» **Task to carry out**
Below this line is a set of entries; quote exactly the lines from the line that contains "cr.set_miter_limit(4)" to the line that contains "cr.restore()", both lines included.

» **Task data**
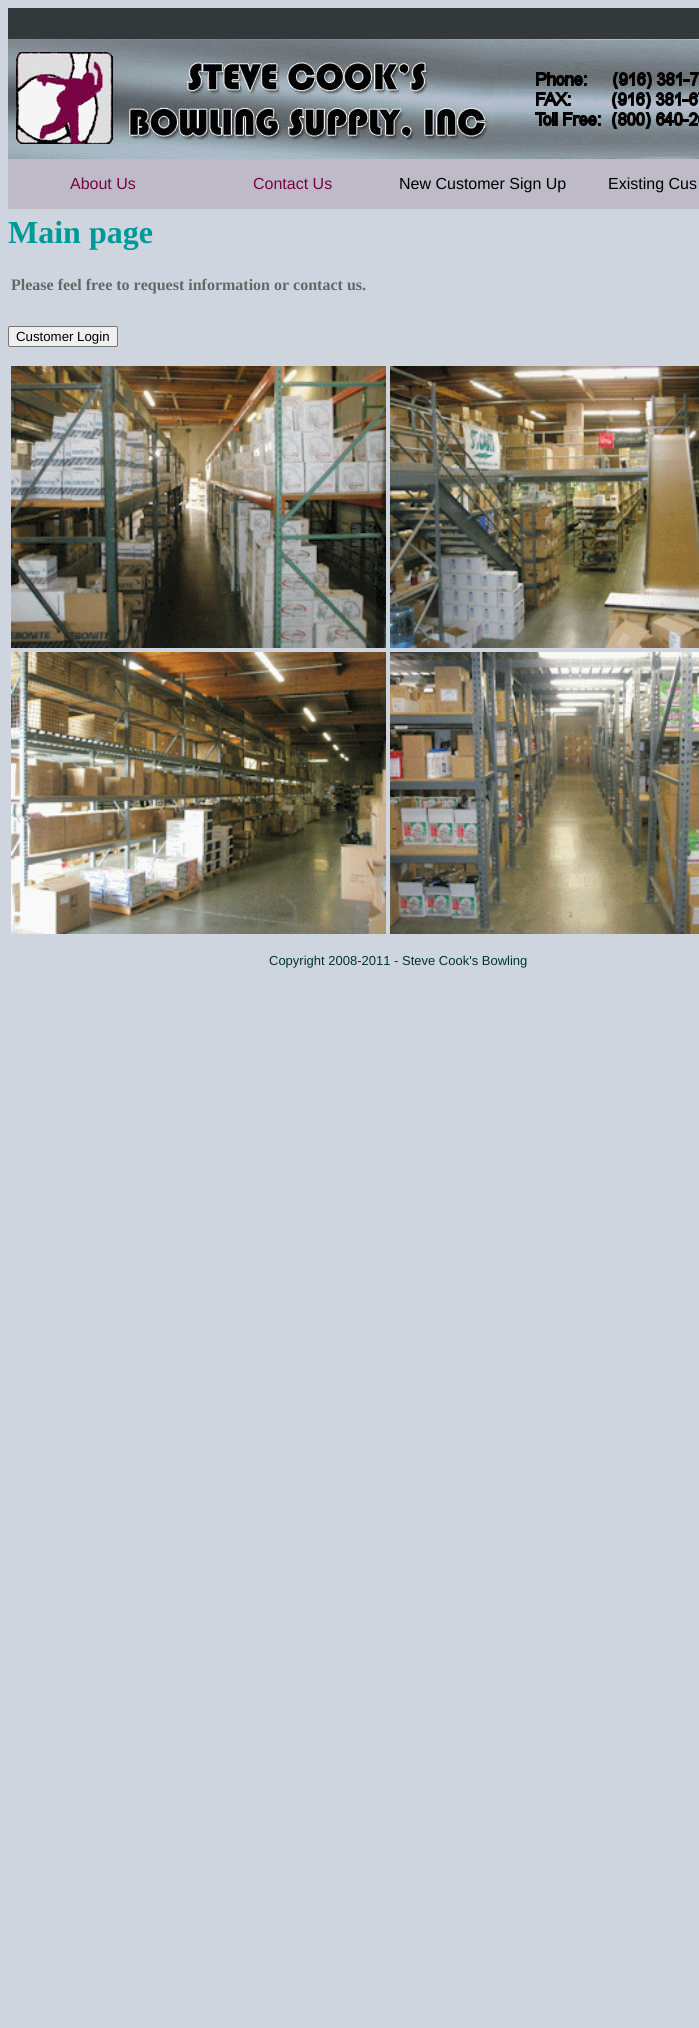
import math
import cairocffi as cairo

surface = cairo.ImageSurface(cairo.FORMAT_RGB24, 699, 2028)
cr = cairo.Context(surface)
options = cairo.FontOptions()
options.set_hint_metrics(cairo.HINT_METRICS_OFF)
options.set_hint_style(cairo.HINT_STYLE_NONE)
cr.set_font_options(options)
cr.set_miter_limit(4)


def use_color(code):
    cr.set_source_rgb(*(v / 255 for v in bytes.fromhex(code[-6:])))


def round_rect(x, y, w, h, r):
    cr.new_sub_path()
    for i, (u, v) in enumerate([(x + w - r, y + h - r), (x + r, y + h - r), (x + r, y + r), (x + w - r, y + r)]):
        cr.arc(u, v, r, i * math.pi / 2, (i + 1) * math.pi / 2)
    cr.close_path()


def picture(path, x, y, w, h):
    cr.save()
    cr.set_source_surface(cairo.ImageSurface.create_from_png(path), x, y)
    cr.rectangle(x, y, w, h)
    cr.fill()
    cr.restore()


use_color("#ced5df")
cr.paint()
picture("img1.png", 8, 8, 691, 151)
use_color("#bfbac7")
cr.rectangle(8, 159, 691, 50)
cr.fill()
cr.select_font_face("Liberation Sans")
cr.set_font_size(16)
use_color("#790244")
cr.move_to(70, 189)
cr.show_text("About Us")
cr.move_to(253, 189)
cr.show_text("Contact Us")
use_color("#000000")
cr.move_to(399, 189)
cr.show_text("New Customer Sign Up")
cr.move_to(608, 189)
cr.show_text("Existing Cus")
cr.select_font_face("Liberation Serif", cairo.FONT_SLANT_NORMAL, cairo.FONT_WEIGHT_BOLD)
cr.set_font_size(32)
use_color("#009999")
cr.move_to(8, 243)
cr.show_text("Main page")
cr.set_font_size(16)
use_color("#666666")
cr.move_to(11, 290)
cr.show_text("Please feel free to request information or contact us.")
use_color("#efefef")
round_rect(8.5, 326.5, 109, 20, 1.5)
cr.fill_preserve()
use_color("#767676")
cr.set_line_width(1)
cr.stroke()
cr.select_font_face("Liberation Sans")
cr.set_font_size(13.25)
use_color("#000000")
cr.move_to(16, 341)
cr.show_text("Customer Login")
picture("img2.png", 11, 366, 375, 282)
picture("img3.png", 390, 366, 309, 282)
picture("img4.png", 11, 652, 375, 282)
picture("img5.png", 390, 652, 309, 282)
cr.set_font_size(13)
use_color("#003333")
cr.move_to(269, 965)
cr.show_text("Copyright 2008-2011 - Steve Cook's Bowling")
surface.write_to_png("result.png")
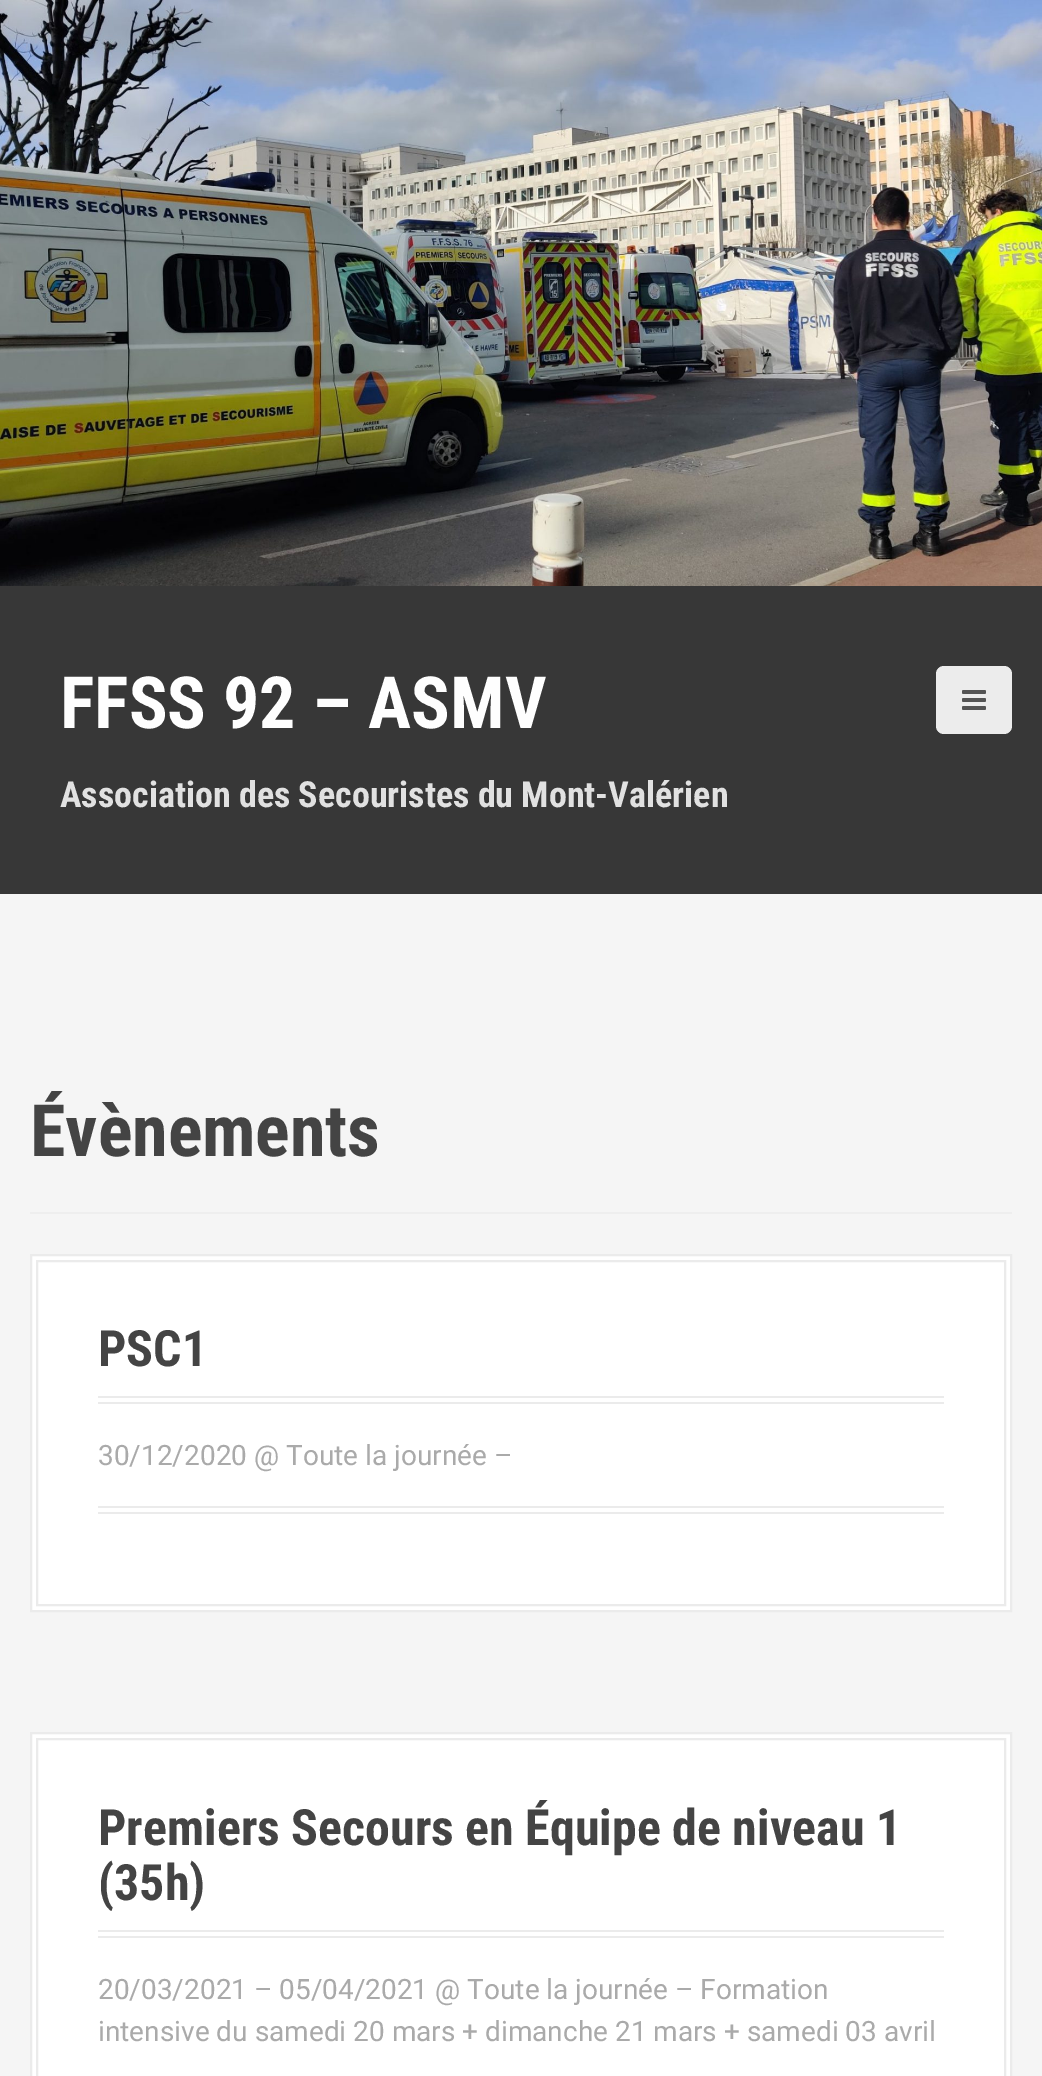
%!PS
<< /PageSize [1042 2076] >> setpagedevice
/mt/moveto load def
/li/lineto load def
/cp/closepath load def
/fl/fill load def
/st/stroke load def
/gs/gsave load def
/gr/grestore load def
/lw/setlinewidth load def
/co { dup -16 bitshift 255 div exch dup -8 bitshift 255 and 255 div exch 255 and 255 div setrgbcolor } def
/fn { [ exch dup neg 0 0 3 -1 roll 0 0 ] selectfont } def
/tx { co fn moveto show } def
/bx { co rectfill } def
/rr { 5 dict begin { /r /h /w /y /x } { exch def } forall
  x r add y moveto x w add y 2 copy h add r arct x w add y h add x 1 index r arct
  x y h add x y r arct x y 2 copy exch w add exch r arct closepath end } def
/im { 5 dict begin { /h /w /y /x /name } { exch def } forall
  gsave x y translate w h scale
  w h 8 [w 0 0 h 0 0] name (r) file false 3 colorimage grestore end } def
0 2076 translate 1 -1 scale
4 setmiterlimit
0 0 1042 2076 16#F5F5F5 bx
(media/1.raw) 0 0 1042 586 im
0 586 1042 308 16#373737 bx
16#ECECEC co
936 666 76 68 8 rr fl
(media/2.raw) 962 690 24 20 im
30 1212 982 2 16#EEEEEE bx
16#FFFFFF co
31 1255 mt 1011 1255 li 1011 1611 li 31 1611 li cp gs fl gr
16#EBEBEB co
2 lw
st
37 1261 968 344 rectstroke
98 1396 846 2 16#EBEBEB bx
98 1402 846 2 16#EBEBEB bx
98 1506 846 2 16#EBEBEB bx
98 1512 846 2 16#EBEBEB bx
16#FFFFFF co
31 1733 mt 1011 1733 li 1011 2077 li 31 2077 li cp gs fl gr
16#EBEBEB co
st
37 1739 968 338 rectstroke
98 1930 846 2 16#EBEBEB bx
98 1936 846 2 16#EBEBEB bx
(FFSS 92 – ASMV) 60 728 /RobotoCondensed-Bold 72 16#FEFEFE tx
(Association des Secouristes du Mont-Valérien) 60 807 /RobotoCondensed-Bold 36 16#E1E1E1 tx
(Évènements) 30 1156 /RobotoCondensed-Bold 72 16#444444 tx
(PSC1) 98 1366 /RobotoCondensed-Bold 50 16#444444 tx
(30/12/2020 @ Toute la journée –) 98 1465 /Roboto-Regular 28 16#AAAAAA tx
(Premiers Secours en Équipe de niveau 1) 98 1845 /RobotoCondensed-Bold 50 16#444444 tx
(\(35h\)) 98 1900 /RobotoCondensed-Bold 50 16#444444 tx
(20/03/2021 – 05/04/2021 @ Toute la journée – Formation) 98 1999 /Roboto-Regular 28 16#AAAAAA tx
(intensive du samedi 20 mars + dimanche 21 mars + samedi 03 avril) 98 2041 /Roboto-Regular 28 16#AAAAAA tx
showpage
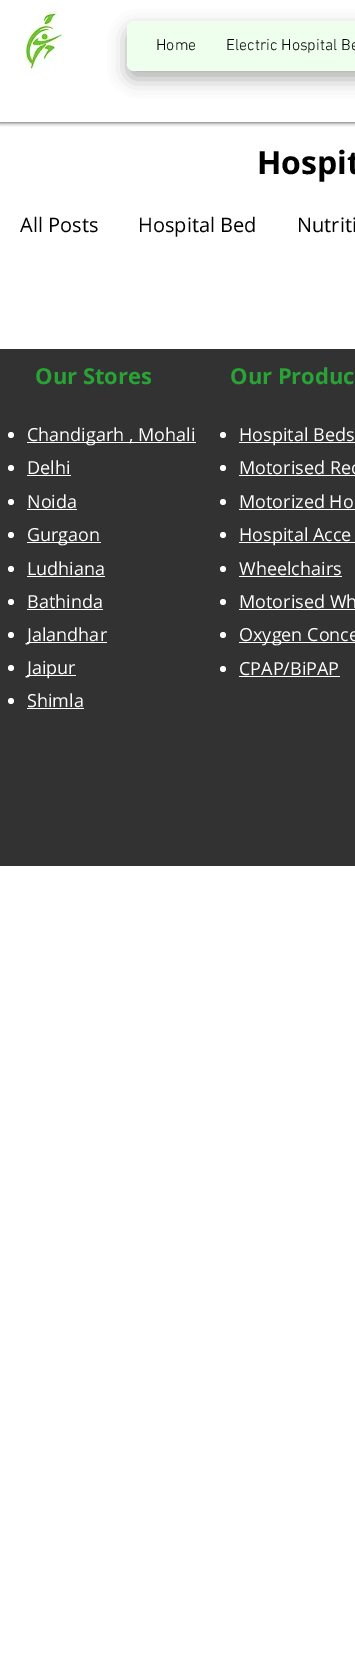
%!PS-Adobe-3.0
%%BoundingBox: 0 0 355 1661
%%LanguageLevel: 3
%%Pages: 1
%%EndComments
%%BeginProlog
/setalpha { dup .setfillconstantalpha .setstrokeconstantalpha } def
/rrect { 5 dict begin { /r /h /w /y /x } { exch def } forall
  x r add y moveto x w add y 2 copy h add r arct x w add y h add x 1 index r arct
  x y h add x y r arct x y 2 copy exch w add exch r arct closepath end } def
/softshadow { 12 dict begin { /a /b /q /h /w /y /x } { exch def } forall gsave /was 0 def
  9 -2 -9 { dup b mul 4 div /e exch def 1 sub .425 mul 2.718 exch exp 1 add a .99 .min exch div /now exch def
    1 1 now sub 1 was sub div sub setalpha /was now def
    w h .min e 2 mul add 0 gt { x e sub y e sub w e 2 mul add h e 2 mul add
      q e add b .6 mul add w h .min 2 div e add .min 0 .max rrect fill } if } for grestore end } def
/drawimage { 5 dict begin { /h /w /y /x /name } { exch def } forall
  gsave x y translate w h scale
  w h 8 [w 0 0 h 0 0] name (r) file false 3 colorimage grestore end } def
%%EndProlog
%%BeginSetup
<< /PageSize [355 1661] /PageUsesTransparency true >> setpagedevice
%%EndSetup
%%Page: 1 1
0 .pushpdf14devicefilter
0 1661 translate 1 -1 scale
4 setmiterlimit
1 setgray
0 0 355 1661 rectfill
gsave
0 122 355 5 rectclip
0 setgray
0 1 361 122 0 2 0.6 softshadow
grestore
0 setgray
127 29 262 50 7 9 0.32 softshadow
0.937 1 0.933 setrgbcolor
127 21 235 50 7 rrect fill
(images/1.raw) 25 11 39 60 drawimage
0.196 setgray
0 349 355 517 rectfill
1 setgray
newpath 11 435 3 0 360 arc closepath fill
27 442 169 1 rectfill
newpath 11 468 3 0 360 arc closepath fill
27 475 44 1 rectfill
newpath 11 502 3 0 360 arc closepath fill
27 509 50 1 rectfill
newpath 11 535 3 0 360 arc closepath fill
27 542 74 1 rectfill
newpath 11 569 3 0 360 arc closepath fill
27 576 78 1 rectfill
newpath 11 602 3 0 360 arc closepath fill
27 609 76 1 rectfill
newpath 11 635 3 0 360 arc closepath fill
27 642 80 1 rectfill
newpath 11 668 3 0 360 arc closepath fill
27 675 49 1 rectfill
newpath 11 701 3 0 360 arc closepath fill
27 708 57 1 rectfill
newpath 223 435 3 0 360 arc closepath fill
239 442 116 1 rectfill
newpath 223 468 3 0 360 arc closepath fill
239 475 116 1 rectfill
newpath 223 502 3 0 360 arc closepath fill
239 509 116 1 rectfill
newpath 223 535 3 0 360 arc closepath fill
239 542 116 1 rectfill
newpath 223 569 3 0 360 arc closepath fill
239 576 103 1 rectfill
newpath 223 602 3 0 360 arc closepath fill
239 609 116 1 rectfill
newpath 223 635 3 0 360 arc closepath fill
239 642 116 1 rectfill
newpath 223 669 3 0 360 arc closepath fill
239 676 101 1 rectfill
/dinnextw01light-Light [16 0 0 -16 0 0] selectfont
0 setgray
156 50 moveto (Home) show
226 50 moveto (Electric Hospital Be) show
/OpenSans-Bold [32 0 0 -32 0 0] selectfont
257 174 moveto (Hospit) show
/OpenSans-Regular [20 0 0 -20 0 0] selectfont
20 232 moveto (All Posts) show
138 232 moveto (Hospital Bed) show
297 232 moveto (Nutriti) show
/OpenSans-Bold [22 0 0 -22 0 0] selectfont
0.161 0.639 0.208 setrgbcolor
35 384 moveto (Our Stores) show
/OpenSans-Regular [18 0 0 -18 0 0] selectfont
1 setgray
27 441 moveto (Chandigarh , Mohali) show
27 474 moveto (Delhi) show
27 508 moveto (Noida) show
27 541 moveto (Gurgaon) show
27 575 moveto (Ludhiana) show
27 608 moveto (Bathinda) show
27 641 moveto (Jalandhar) show
27 674 moveto (Jaipur) show
27 707 moveto (Shimla) show
/OpenSans-Bold [22 0 0 -22 0 0] selectfont
0.161 0.639 0.208 setrgbcolor
230 384 moveto (Our Produc) show
/OpenSans-Regular [18 0 0 -18 0 0] selectfont
1 setgray
239 441 moveto (Hospital Beds) show
239 474 moveto (Motorised Rec) show
239 508 moveto (Motorized Ho) show
239 541 moveto (Hospital Acce) show
239 575 moveto (Wheelchairs) show
239 608 moveto (Motorised Wh) show
239 641 moveto (Oxygen Conce) show
239 675 moveto (CPAP/BiPAP) show
.poppdf14devicefilter showpage
%%EOF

» **Expected output**
cr.set_miter_limit(4)


def use_color(code):
    cr.set_source_rgb(*(v / 255 for v in bytes.fromhex(code[-6:])))


def round_rect(x, y, w, h, r):
    cr.new_sub_path()
    for i, (u, v) in enumerate([(x + w - r, y + h - r), (x + r, y + h - r), (x + r, y + r), (x + w - r, y + r)]):
        cr.arc(u, v, r, i * math.pi / 2, (i + 1) * math.pi / 2)
    cr.close_path()


def picture(path, x, y, w, h):
    cr.save()
    cr.set_source_surface(cairo.ImageSurface.create_from_png(path), x, y)
    cr.rectangle(x, y, w, h)
    cr.fill()
    cr.restore()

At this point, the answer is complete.